Is there any difference, in regards to caching prepared statements, between code like

set ::SQL::QueryName { update ... }
dbcmd eval $::SQL::QueryName

and

dbcmd eval { update ...}

Or is it simply: in whatever manner the SQL string gets passed to SQLite, it'll store the last 10 or whatever value is set in dbcmd cache size N up to a maximum of 100?

Is there anything the coder can/should do to assist SQLite in this area?

Thank you for considering my question.

I forgot I should have added to this question, how does using the : symbol binding parameters affect caching? For example, if two queries are identical except for in a WHERE clause like data_key = :starKey versus data_key = :endKey, will these be considered one or two queries for caching purposes?

It could be written data_key = :dataKey and just set dataKey $startKey or set dataKey $endKey before executing the query.

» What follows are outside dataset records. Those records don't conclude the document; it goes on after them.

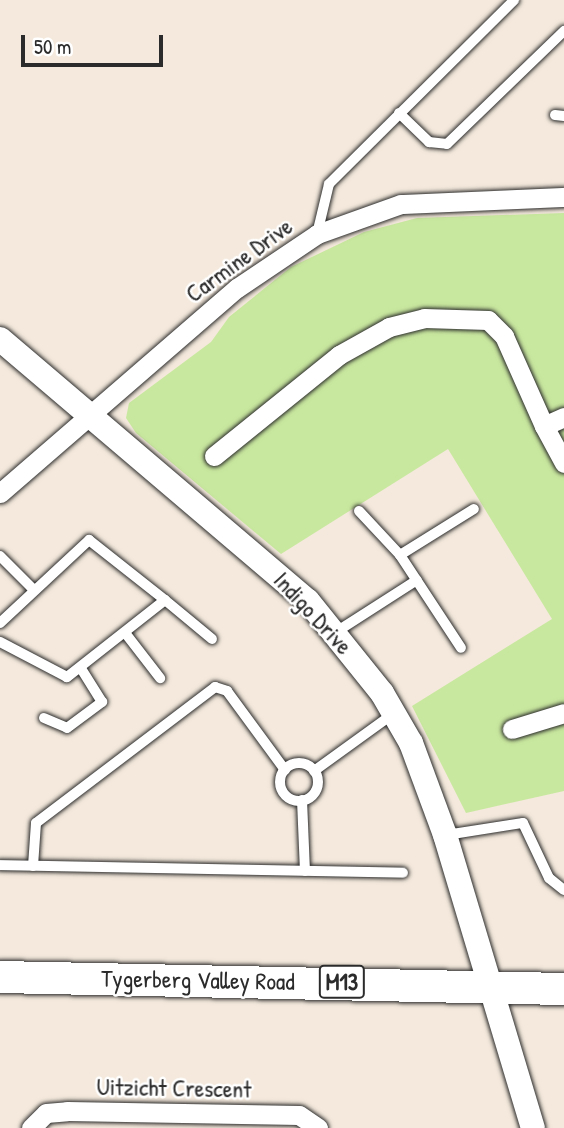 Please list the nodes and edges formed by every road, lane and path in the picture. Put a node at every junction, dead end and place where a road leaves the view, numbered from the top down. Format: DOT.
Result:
graph roads {
  1 [pos="514,0"];
  2 [pos="564,31"];
  3 [pos="399,113"];
  4 [pos="564,197"];
  5 [pos="317,234"];
  6 [pos="0,339"];
  7 [pos="88,414"];
  8 [pos="564,417"];
  9 [pos="544,426"];
  10 [pos="214,456"];
  11 [pos="564,463"];
  12 [pos="0,493"];
  13 [pos="474,509"];
  14 [pos="359,511"];
  15 [pos="400,555"];
  16 [pos="0,556"];
  17 [pos="417,580"];
  18 [pos="34,590"];
  19 [pos="165,600"];
  20 [pos="0,624"];
  21 [pos="336,632"];
  22 [pos="126,634"];
  23 [pos="212,639"];
  24 [pos="0,642"];
  25 [pos="461,648"];
  26 [pos="81,668"];
  27 [pos="160,678"];
  28 [pos="395,712"];
  29 [pos="564,713"];
  30 [pos="44,718"];
  31 [pos="512,729"];
  32 [pos="285,770"];
  33 [pos="314,771"];
  34 [pos="302,800"];
  35 [pos="444,835"];
  36 [pos="0,865"];
  37 [pos="33,866"];
  38 [pos="304,871"];
  39 [pos="402,873"];
  40 [pos="564,890"];
  41 [pos="0,977"];
  42 [pos="488,984"];
  43 [pos="564,989"];
  44 [pos="31,1128"];
  45 [pos="318,1128"];
  46 [pos="533,1128"];
  1 -- 3 [label="lane"];
  2 -- 3 [label="lane"];
  3 -- 5 [label="lane"];
  4 -- 5 [label="street, Carmine Drive"];
  5 -- 7 [label="street, Carmine Drive"];
  6 -- 7 [label="street, Indigo Drive"];
  7 -- 12 [label="street, Carmine Drive"];
  7 -- 21 [label="street, Indigo Drive"];
  8 -- 9 [label="street"];
  9 -- 10 [label="street"];
  9 -- 11 [label="street"];
  13 -- 15 [label="lane"];
  14 -- 15 [label="lane"];
  15 -- 17 [label="lane"];
  16 -- 18 [label="lane"];
  17 -- 21 [label="lane"];
  17 -- 25 [label="lane"];
  18 -- 19 [label="lane"];
  18 -- 20 [label="lane"];
  19 -- 22 [label="lane"];
  19 -- 23 [label="lane"];
  21 -- 28 [label="street, Indigo Drive"];
  22 -- 26 [label="lane"];
  22 -- 27 [label="lane"];
  24 -- 26 [label="lane"];
  26 -- 30 [label="lane"];
  28 -- 33 [label="lane"];
  28 -- 35 [label="street, Indigo Drive"];
  29 -- 31 [label="street"];
  32 -- 33 [label="lane"];
  32 -- 34 [label="lane"];
  32 -- 37 [label="lane"];
  33 -- 34 [label="lane"];
  34 -- 38 [label="lane"];
  35 -- 40 [label="lane"];
  35 -- 42 [label="street, Indigo Drive"];
  36 -- 37 [label="lane"];
  37 -- 38 [label="lane"];
  38 -- 39 [label="lane"];
  41 -- 42 [label="main road, Tygerberg Valley Road / M13"];
  42 -- 43 [label="main road, Tygerberg Valley Road / M13"];
  42 -- 46 [label="street, Indigo Drive"];
  44 -- 45 [label="street, Uitzicht Crescent"];
}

Is there somewhere that this kind of information is listed? Thank you.


Solution

  • You do not need to take any special steps to cache prepared statements in the Tcl interface to SQLite. The interface library manages such a cache (with an LRU expiration rule) for you behind the scenes already (using the literal text of the SQL as its key). You can control the number of statements cached via the cache method of the connection; it defaults to being of size 10 and can be set to hold up to 100 statements.

    db cache size 25
    db eval { ... }
    

    (I've never personally had the need to explicitly set the cache size.)

    This is a really common aspect in how Tcl works: transparent caches where relevant (with the usual locus of the cache being inside the value instance, though not so in tclsqlite). It means that many programs end up storing cached compilations of things, either indexed by or attached to their literal, and all without any special action by user code. (Regular expressions cache this way, and so too do most evaluated script fragments.)